Analytical Sciences, Poster
AS-115

Breath Analysis Using Secondary Electrospray Ionization Mass Spectrometry - Steps Towards Absolute Gas-phase Concentrations of Metabolites

N. Nowak1, M. T. Gaugg1, M. Guillevic2, B. Niederhauser2, C. Pascale2, P. Martinez-Lozano Sinues1, M. Kohler3, R. Zenobi1*
1ETH Zürich, Department of Chemistry and Applied Biosciences, Zurich, Switzerland, 2Federal Institute of Metrology METAS, Laboratory Gas Analysis, Bern, Switzerland, 3University Hospital Zürich, Department of Pulmonology, Zurich, Switzerland

Exhaled breath contains hundreds of volatile metabolites that provide biochemical information about the health or pathophysiological state of an individual. Therefore, chemical analysis of the molecular composition of breath is a promising tool for the non-invasive and rapid diagnosis of diseases. [1]

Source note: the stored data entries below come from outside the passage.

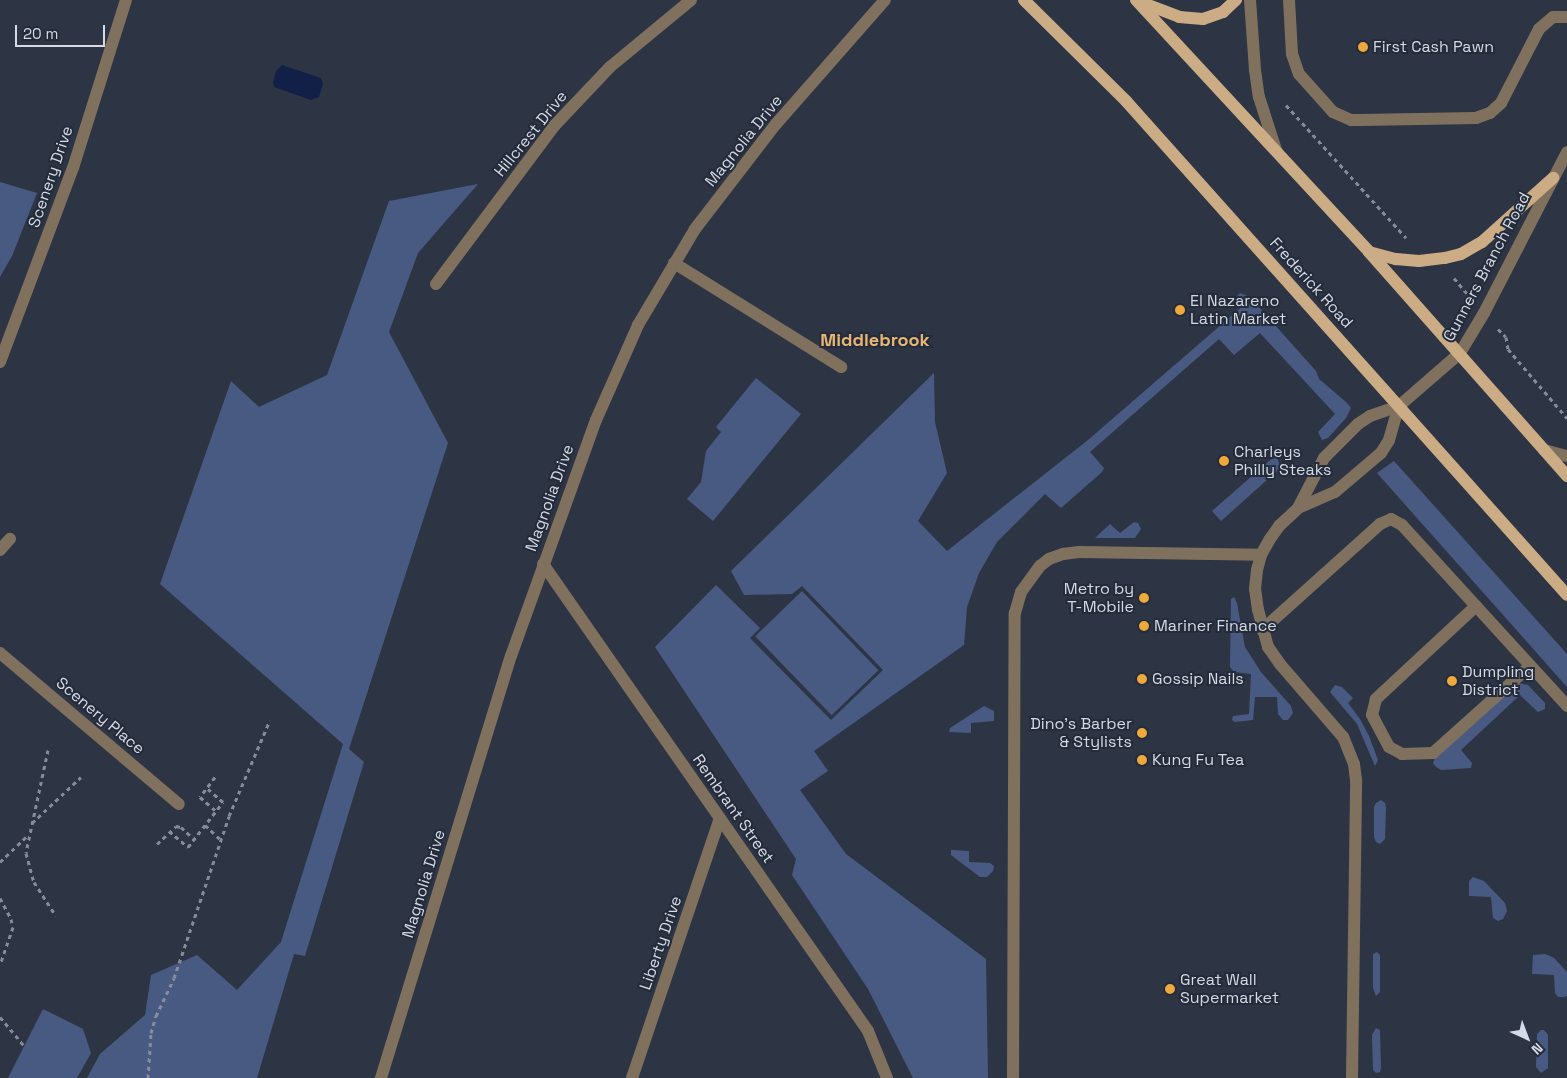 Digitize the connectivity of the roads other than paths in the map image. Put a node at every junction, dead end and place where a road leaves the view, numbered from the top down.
1 (126, 0) edge
2 (691, 0) edge
3 (885, 0) edge
4 (1024, 0) edge
5 (1137, 0) edge
6 (1236, 0) edge
7 (1250, 0) edge
8 (1288, 0) edge
9 (1567, 17) edge
10 (1276, 150) junction
11 (1567, 152) edge
12 (1563, 168) edge
13 (1553, 178) junction
14 (1369, 252) junction
15 (674, 263) junction
16 (436, 284) dead end
17 (1460, 354) junction
18 (0, 362) edge
19 (841, 367) dead end
20 (1399, 406) junction
21 (1544, 450) junction
22 (1567, 456) edge
23 (1567, 476) edge
24 (1298, 508) junction
25 (10, 539) dead end
26 (0, 550) edge
27 (1262, 555) junction
28 (543, 564) junction
29 (1567, 595) edge
30 (1476, 606) junction
31 (1262, 630) junction
32 (0, 653) edge
33 (1530, 666) junction
34 (1567, 706) edge
35 (179, 804) dead end
36 (720, 818) junction
37 (381, 1078) edge
38 (632, 1078) edge
39 (887, 1078) edge
40 (1013, 1078) edge
41 (1352, 1078) edge

1 - 18 street, Scenery Drive
2 - 16 street, Hillcrest Drive
3 - 15 street, Magnolia Drive
4 - 20 main road, Frederick Road
5 - 6 main road
5 - 10 main road
7 - 10 street
8 - 9 street
10 - 14 main road
11 - 12 street, Gunners Branch Road
12 - 13 street, Gunners Branch Road
13 - 14 main road
13 - 17 street, Gunners Branch Road
14 - 17 main road
15 - 19 street
15 - 28 street, Magnolia Drive
17 - 20 street, Gunners Branch Road
17 - 21 main road
20 - 24 street
20 - 24 street
20 - 29 main road, Frederick Road
21 - 22 street
21 - 23 main road
24 - 27 street
25 - 26 street
27 - 31 street
27 - 40 street
28 - 36 street, Rembrant Street
28 - 37 street, Magnolia Drive
30 - 31 street
30 - 33 street
30 - 33 street
31 - 41 street
32 - 35 street, Scenery Place
33 - 34 street
36 - 38 street, Liberty Drive
36 - 39 street, Rembrant Street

Previous studies have shown that respiratory diseases like chronic obstructive pulmonary disease or obstructive sleep apnea can be diagnosed by analyzing exhaled breath on-line using secondary electrospray ionization mass spectrometry (SESI-MS) [2,3]. SESI coupled to a high-resolution mass spectrometer is a highly sensitive and specific technique, which allows the detection of hundreds of metabolites within a broad mass range (up to 900 Da) [4]. In terms of sensitivity and compound coverage, it is able to overcome limitations of other techniques used in breath analysis [5]. However, one main drawback of SESI-MS is the difficulty to obtain absolute gas-phase concentrations of biomarkers in breath. To overcome this limitation, a sample delivery system was developed in this study and integrated into an existing SESI-MS setup. This allows for a stable gas-phase delivery of compounds at low mixing ratios (parts per billion range), thereby enabling quantification by external calibration or standard addition.

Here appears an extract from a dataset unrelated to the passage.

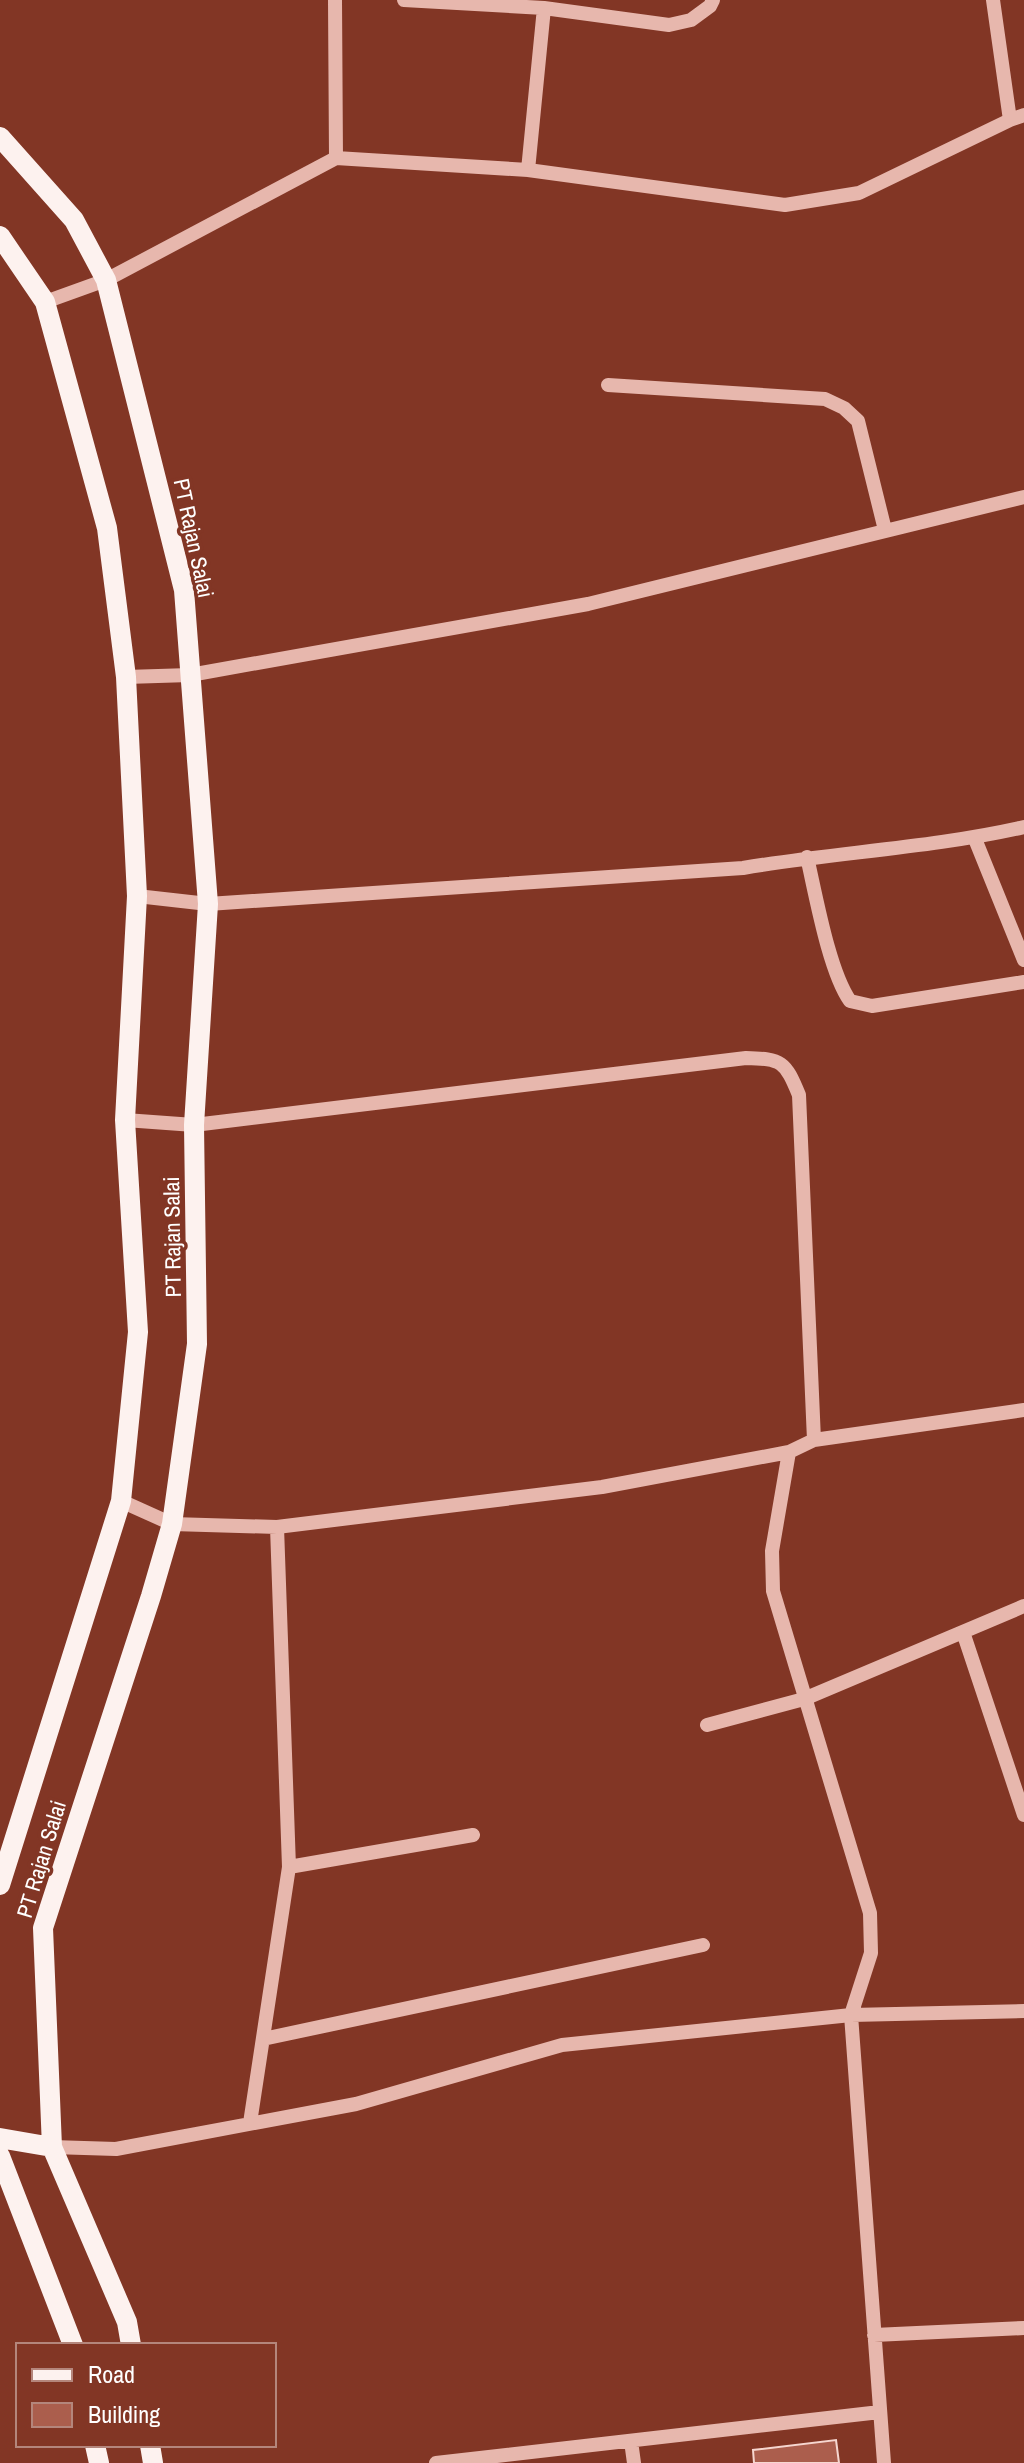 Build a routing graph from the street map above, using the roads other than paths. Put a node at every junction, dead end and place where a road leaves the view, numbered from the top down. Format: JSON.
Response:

Our results indicate that the quantification of breath biomarkers is possible with SESI-MS. The ability of standardization and absolute quantification renders the measurements more robust and environmental influences can be eliminated. Furthermore, it allows for a better correlation between levels of metabolites found in exhaled breath and in blood.

[1] B. de Lacy Costello et al., J. Breath Res. 2014, 8, 014001.
[2] P. Martínez-Lozano Sinues et al., Respiration 2014, 87, 301-310.
[3] E.I. Schwarz et al., Thorax 2015, 71, 110-117.
[4] M. T. Gaugg et al., J. Breath Res. 2016, 10, 016010.
[5] P. Martínez-Lozano Sinues et al.,J. Breath Res. 2011, 5, 016002.